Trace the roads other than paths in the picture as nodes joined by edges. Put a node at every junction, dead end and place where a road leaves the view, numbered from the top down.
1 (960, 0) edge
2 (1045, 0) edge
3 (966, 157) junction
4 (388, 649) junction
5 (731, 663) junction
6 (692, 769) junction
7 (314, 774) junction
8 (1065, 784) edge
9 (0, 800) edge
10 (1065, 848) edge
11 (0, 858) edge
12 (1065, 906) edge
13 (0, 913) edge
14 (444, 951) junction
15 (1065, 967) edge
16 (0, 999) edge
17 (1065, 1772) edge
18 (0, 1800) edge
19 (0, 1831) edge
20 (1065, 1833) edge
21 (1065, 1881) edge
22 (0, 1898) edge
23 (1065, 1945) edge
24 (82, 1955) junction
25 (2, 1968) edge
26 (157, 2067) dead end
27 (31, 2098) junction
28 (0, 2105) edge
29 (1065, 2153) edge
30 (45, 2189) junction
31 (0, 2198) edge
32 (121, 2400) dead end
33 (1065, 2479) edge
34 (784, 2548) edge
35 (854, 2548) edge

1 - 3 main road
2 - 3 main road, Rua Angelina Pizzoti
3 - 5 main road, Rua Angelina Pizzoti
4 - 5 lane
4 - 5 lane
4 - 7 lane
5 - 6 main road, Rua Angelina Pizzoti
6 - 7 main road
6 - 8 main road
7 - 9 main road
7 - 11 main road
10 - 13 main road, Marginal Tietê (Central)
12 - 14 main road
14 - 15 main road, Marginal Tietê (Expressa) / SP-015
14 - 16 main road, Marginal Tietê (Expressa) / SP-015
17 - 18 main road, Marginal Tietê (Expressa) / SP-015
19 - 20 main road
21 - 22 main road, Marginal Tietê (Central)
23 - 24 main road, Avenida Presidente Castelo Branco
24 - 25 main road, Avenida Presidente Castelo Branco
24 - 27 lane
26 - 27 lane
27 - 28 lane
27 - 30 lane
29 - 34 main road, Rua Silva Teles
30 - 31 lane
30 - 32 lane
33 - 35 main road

***

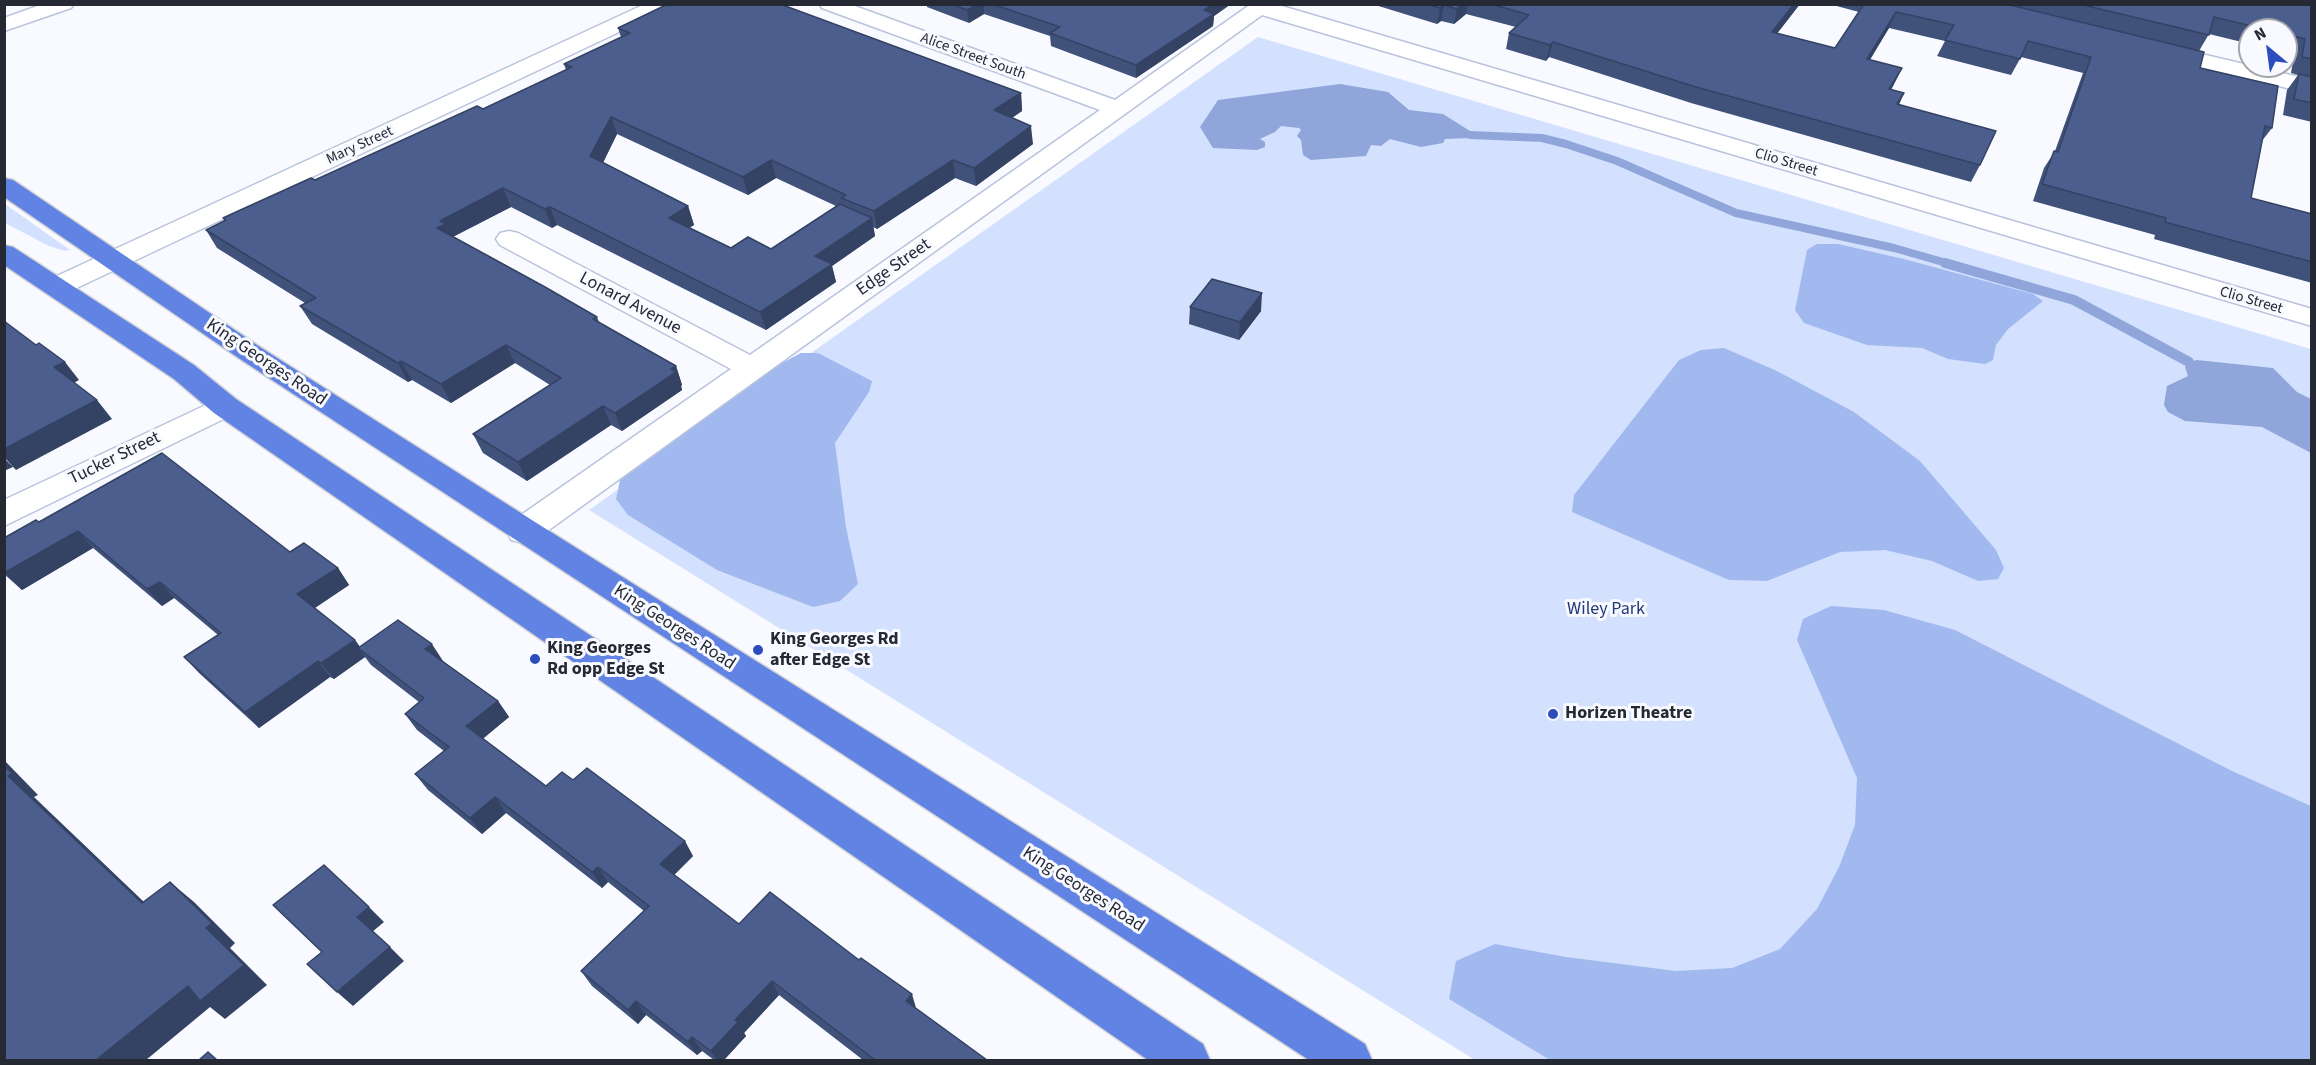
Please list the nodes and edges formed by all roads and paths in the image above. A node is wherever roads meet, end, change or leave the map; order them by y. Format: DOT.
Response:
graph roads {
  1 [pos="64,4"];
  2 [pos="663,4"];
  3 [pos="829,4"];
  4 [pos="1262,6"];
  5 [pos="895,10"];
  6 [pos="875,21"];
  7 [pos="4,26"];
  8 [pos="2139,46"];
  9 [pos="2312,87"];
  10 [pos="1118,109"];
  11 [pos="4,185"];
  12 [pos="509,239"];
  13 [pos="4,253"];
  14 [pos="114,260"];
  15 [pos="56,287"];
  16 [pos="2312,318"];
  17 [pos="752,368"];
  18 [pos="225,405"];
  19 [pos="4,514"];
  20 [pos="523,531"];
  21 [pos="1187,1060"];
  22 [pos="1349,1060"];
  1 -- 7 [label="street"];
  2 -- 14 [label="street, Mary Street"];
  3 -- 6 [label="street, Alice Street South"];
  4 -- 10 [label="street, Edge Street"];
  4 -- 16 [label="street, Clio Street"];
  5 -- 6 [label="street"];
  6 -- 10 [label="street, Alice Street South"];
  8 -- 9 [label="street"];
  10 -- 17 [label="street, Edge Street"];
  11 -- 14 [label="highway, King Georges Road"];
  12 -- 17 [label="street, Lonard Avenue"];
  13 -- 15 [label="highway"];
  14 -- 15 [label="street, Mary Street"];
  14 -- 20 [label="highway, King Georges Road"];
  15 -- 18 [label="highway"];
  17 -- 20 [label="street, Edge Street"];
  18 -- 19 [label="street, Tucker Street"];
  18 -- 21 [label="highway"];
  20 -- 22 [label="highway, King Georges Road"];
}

***

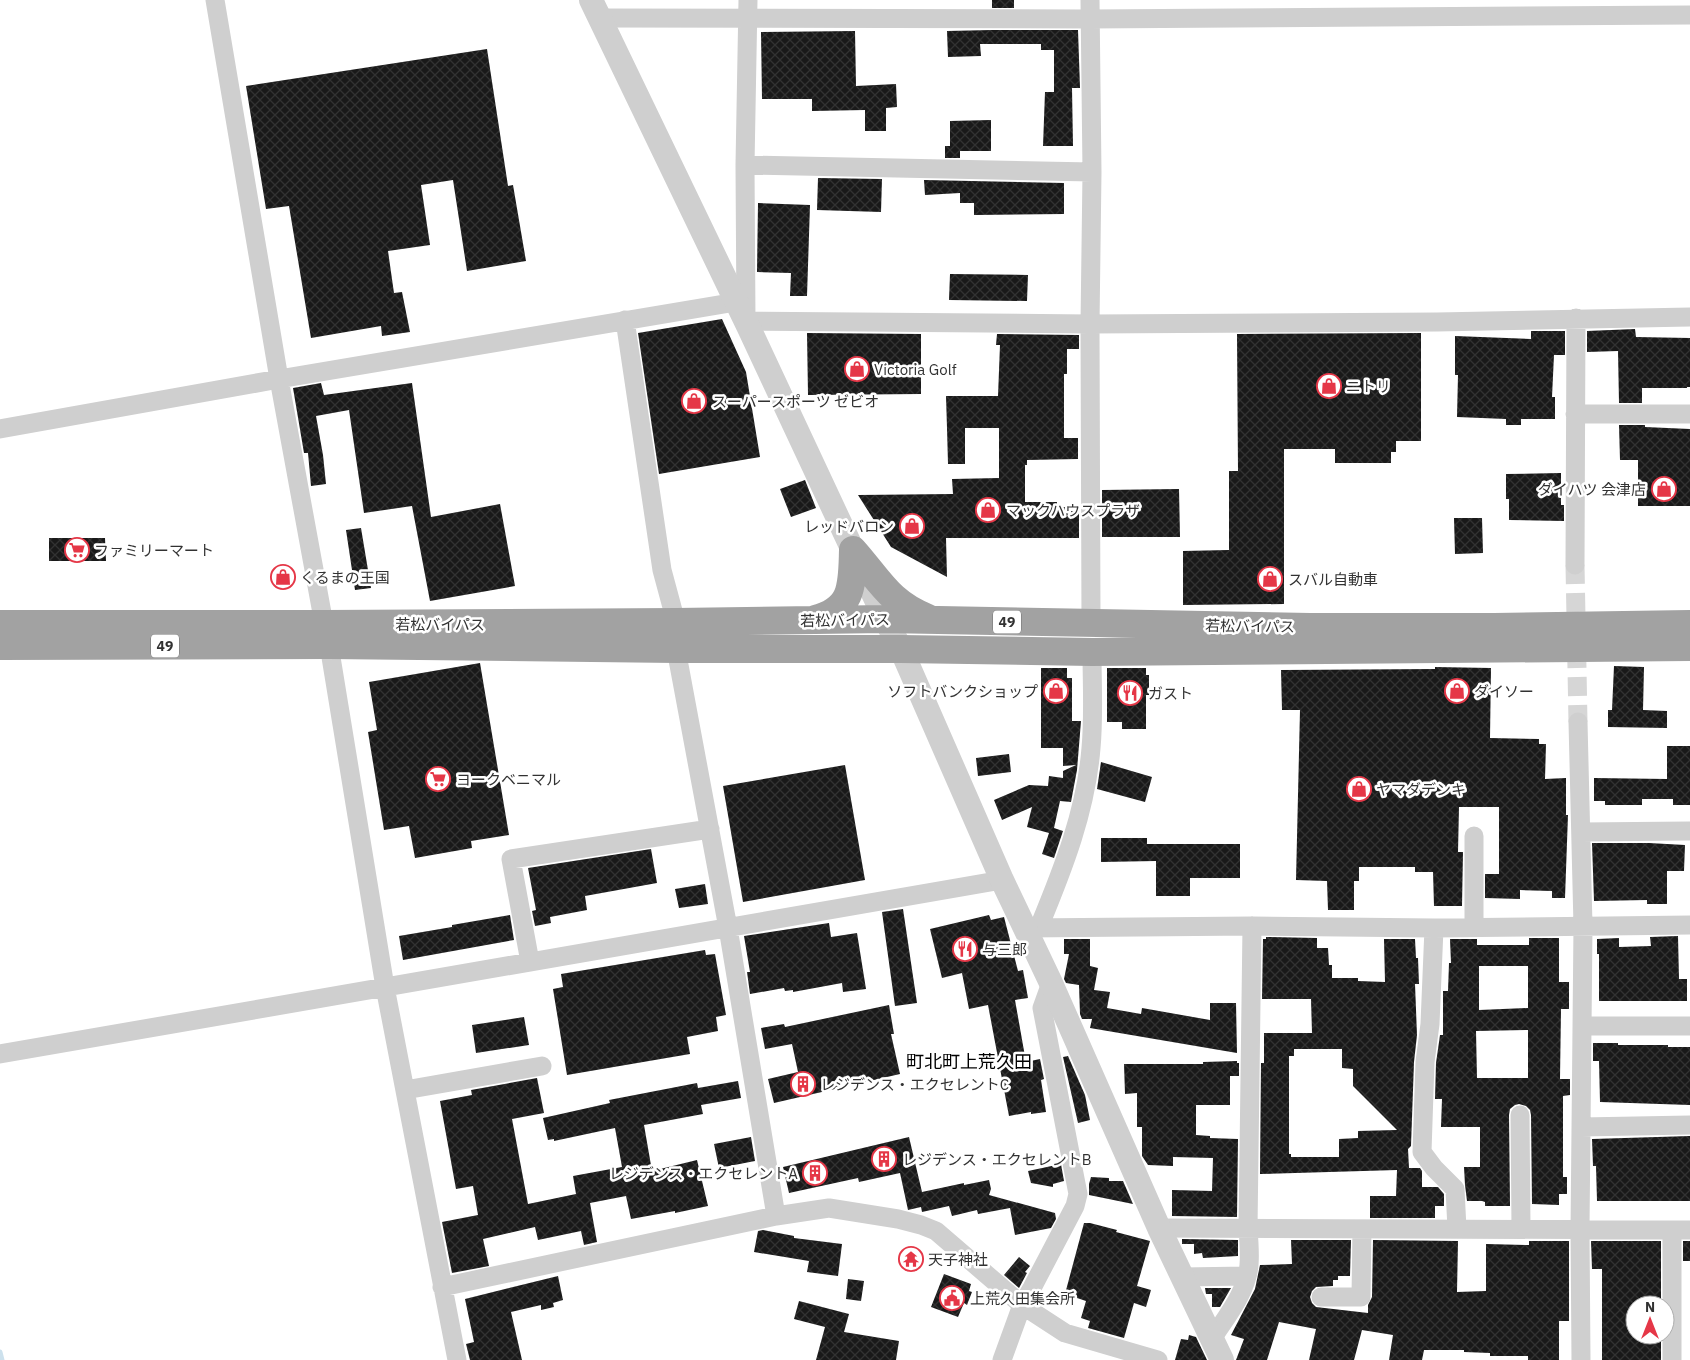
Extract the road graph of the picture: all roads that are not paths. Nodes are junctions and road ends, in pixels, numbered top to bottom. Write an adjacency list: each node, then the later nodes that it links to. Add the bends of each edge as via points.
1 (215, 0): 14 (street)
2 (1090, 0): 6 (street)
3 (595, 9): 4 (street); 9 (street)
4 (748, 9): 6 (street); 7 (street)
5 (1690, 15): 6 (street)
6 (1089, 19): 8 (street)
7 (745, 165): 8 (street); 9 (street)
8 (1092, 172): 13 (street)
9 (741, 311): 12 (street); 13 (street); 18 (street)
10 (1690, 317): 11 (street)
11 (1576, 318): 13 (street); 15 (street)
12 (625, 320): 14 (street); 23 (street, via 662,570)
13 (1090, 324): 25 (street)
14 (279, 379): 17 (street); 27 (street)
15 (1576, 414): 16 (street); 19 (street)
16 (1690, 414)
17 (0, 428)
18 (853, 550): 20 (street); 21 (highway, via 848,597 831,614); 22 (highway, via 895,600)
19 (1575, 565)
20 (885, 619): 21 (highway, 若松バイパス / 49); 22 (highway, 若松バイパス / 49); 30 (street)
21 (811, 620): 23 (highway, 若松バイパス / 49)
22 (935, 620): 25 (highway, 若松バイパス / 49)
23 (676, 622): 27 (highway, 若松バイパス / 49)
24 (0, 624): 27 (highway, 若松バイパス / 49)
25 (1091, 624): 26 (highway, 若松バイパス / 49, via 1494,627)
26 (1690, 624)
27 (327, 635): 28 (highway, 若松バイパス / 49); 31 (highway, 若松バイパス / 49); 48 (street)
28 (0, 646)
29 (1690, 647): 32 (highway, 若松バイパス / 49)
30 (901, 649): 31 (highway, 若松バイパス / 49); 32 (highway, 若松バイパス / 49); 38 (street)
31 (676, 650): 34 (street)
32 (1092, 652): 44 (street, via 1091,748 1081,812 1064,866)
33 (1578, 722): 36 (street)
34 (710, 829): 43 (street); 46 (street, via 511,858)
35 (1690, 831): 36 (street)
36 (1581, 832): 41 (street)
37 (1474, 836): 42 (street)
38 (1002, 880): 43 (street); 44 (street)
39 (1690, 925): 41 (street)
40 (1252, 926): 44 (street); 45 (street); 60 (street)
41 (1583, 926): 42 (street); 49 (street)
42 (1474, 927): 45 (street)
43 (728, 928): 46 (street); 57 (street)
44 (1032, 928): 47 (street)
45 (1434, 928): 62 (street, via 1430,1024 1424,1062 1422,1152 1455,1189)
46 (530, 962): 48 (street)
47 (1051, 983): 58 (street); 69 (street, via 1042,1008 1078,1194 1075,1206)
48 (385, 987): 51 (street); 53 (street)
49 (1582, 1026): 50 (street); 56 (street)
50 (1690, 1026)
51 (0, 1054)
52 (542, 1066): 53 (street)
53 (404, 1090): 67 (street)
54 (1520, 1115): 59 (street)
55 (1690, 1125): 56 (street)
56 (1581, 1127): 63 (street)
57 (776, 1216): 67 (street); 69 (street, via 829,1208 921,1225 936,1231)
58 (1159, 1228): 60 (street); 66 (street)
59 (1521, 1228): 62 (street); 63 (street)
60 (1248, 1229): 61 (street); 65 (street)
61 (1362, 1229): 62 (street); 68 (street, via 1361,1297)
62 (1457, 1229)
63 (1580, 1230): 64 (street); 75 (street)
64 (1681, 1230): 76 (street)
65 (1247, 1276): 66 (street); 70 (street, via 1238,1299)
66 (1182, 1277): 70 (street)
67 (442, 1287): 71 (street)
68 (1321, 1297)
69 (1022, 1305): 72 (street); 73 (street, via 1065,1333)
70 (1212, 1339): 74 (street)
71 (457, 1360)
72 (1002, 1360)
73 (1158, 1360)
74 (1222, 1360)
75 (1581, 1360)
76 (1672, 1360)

***

> WHAT THE TASK ASKS
The string "paths" marks the lines to copy; report each of them from the data above.

> WRITTEN RESPONSE
Trace the roads other than paths in the picture as nodes joined by edges. Put a node at every junction, dead end and place where a road leaves the view, numbered from the top down.
Please list the nodes and edges formed by all roads and paths in the image above. A node is wherever roads meet, end, change or leave the map; order them by y. Format: DOT.
Extract the road graph of the picture: all roads that are not paths. Nodes are junctions and road ends, in pixels, numbered top to bottom. Write an adjacency list: each node, then the later nodes that it links to. Add the bends of each edge as via points.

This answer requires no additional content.